# What the task requires:
Your task is to copy all of the entries exactly as they are given.

# Extracted records:
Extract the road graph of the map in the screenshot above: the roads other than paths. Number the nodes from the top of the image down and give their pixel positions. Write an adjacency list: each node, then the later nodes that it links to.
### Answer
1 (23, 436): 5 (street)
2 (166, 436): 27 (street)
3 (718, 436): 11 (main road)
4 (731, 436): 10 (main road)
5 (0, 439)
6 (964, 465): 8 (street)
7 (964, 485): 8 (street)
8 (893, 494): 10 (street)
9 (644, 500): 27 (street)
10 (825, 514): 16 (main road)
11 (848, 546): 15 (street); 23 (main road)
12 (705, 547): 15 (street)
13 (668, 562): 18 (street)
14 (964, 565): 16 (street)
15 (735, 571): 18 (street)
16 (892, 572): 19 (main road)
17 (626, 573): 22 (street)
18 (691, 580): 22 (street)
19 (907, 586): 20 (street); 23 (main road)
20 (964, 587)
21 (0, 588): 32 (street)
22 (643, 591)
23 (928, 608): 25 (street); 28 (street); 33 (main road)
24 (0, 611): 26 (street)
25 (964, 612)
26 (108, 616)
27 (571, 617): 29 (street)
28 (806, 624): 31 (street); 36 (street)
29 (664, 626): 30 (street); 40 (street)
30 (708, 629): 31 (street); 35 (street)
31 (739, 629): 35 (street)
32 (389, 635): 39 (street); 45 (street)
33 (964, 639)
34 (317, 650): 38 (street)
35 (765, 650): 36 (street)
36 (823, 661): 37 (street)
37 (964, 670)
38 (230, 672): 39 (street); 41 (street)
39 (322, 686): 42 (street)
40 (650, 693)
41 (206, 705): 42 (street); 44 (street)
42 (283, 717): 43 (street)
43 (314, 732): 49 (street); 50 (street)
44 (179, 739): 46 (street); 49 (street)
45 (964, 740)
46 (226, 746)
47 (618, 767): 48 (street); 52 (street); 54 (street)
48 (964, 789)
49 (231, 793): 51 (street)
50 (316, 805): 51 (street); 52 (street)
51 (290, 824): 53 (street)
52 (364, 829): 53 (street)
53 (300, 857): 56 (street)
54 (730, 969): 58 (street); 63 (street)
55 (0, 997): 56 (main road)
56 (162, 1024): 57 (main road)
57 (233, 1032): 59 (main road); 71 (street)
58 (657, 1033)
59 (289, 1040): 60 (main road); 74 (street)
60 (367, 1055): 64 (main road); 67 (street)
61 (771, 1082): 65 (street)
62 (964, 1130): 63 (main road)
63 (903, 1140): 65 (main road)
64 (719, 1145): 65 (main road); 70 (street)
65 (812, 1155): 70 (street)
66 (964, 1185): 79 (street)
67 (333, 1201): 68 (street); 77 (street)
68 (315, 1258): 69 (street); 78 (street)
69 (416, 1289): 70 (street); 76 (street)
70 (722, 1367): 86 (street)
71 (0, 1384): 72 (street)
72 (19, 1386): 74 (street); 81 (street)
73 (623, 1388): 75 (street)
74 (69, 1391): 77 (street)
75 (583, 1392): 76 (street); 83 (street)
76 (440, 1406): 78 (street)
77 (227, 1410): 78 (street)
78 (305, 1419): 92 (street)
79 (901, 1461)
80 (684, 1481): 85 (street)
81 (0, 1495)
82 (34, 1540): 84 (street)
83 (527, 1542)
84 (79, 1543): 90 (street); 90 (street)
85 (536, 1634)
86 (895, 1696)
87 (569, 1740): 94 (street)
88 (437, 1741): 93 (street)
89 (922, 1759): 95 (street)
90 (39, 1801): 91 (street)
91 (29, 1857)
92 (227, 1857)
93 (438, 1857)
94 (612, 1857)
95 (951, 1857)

# Solved exercise:
Extract the road graph of the map in the screenshot above: the roads other than paths. Number the nodes from the top of the image down and give their pixel positions. Write an adjacency list: each node, then the later nodes that it links to.
### Answer
1 (23, 436): 5 (street)
2 (166, 436): 27 (street)
3 (718, 436): 11 (main road)
4 (731, 436): 10 (main road)
5 (0, 439)
6 (964, 465): 8 (street)
7 (964, 485): 8 (street)
8 (893, 494): 10 (street)
9 (644, 500): 27 (street)
10 (825, 514): 16 (main road)
11 (848, 546): 15 (street); 23 (main road)
12 (705, 547): 15 (street)
13 (668, 562): 18 (street)
14 (964, 565): 16 (street)
15 (735, 571): 18 (street)
16 (892, 572): 19 (main road)
17 (626, 573): 22 (street)
18 (691, 580): 22 (street)
19 (907, 586): 20 (street); 23 (main road)
20 (964, 587)
21 (0, 588): 32 (street)
22 (643, 591)
23 (928, 608): 25 (street); 28 (street); 33 (main road)
24 (0, 611): 26 (street)
25 (964, 612)
26 (108, 616)
27 (571, 617): 29 (street)
28 (806, 624): 31 (street); 36 (street)
29 (664, 626): 30 (street); 40 (street)
30 (708, 629): 31 (street); 35 (street)
31 (739, 629): 35 (street)
32 (389, 635): 39 (street); 45 (street)
33 (964, 639)
34 (317, 650): 38 (street)
35 (765, 650): 36 (street)
36 (823, 661): 37 (street)
37 (964, 670)
38 (230, 672): 39 (street); 41 (street)
39 (322, 686): 42 (street)
40 (650, 693)
41 (206, 705): 42 (street); 44 (street)
42 (283, 717): 43 (street)
43 (314, 732): 49 (street); 50 (street)
44 (179, 739): 46 (street); 49 (street)
45 (964, 740)
46 (226, 746)
47 (618, 767): 48 (street); 52 (street); 54 (street)
48 (964, 789)
49 (231, 793): 51 (street)
50 (316, 805): 51 (street); 52 (street)
51 (290, 824): 53 (street)
52 (364, 829): 53 (street)
53 (300, 857): 56 (street)
54 (730, 969): 58 (street); 63 (street)
55 (0, 997): 56 (main road)
56 (162, 1024): 57 (main road)
57 (233, 1032): 59 (main road); 71 (street)
58 (657, 1033)
59 (289, 1040): 60 (main road); 74 (street)
60 (367, 1055): 64 (main road); 67 (street)
61 (771, 1082): 65 (street)
62 (964, 1130): 63 (main road)
63 (903, 1140): 65 (main road)
64 (719, 1145): 65 (main road); 70 (street)
65 (812, 1155): 70 (street)
66 (964, 1185): 79 (street)
67 (333, 1201): 68 (street); 77 (street)
68 (315, 1258): 69 (street); 78 (street)
69 (416, 1289): 70 (street); 76 (street)
70 (722, 1367): 86 (street)
71 (0, 1384): 72 (street)
72 (19, 1386): 74 (street); 81 (street)
73 (623, 1388): 75 (street)
74 (69, 1391): 77 (street)
75 (583, 1392): 76 (street); 83 (street)
76 (440, 1406): 78 (street)
77 (227, 1410): 78 (street)
78 (305, 1419): 92 (street)
79 (901, 1461)
80 (684, 1481): 85 (street)
81 (0, 1495)
82 (34, 1540): 84 (street)
83 (527, 1542)
84 (79, 1543): 90 (street); 90 (street)
85 (536, 1634)
86 (895, 1696)
87 (569, 1740): 94 (street)
88 (437, 1741): 93 (street)
89 (922, 1759): 95 (street)
90 (39, 1801): 91 (street)
91 (29, 1857)
92 (227, 1857)
93 (438, 1857)
94 (612, 1857)
95 (951, 1857)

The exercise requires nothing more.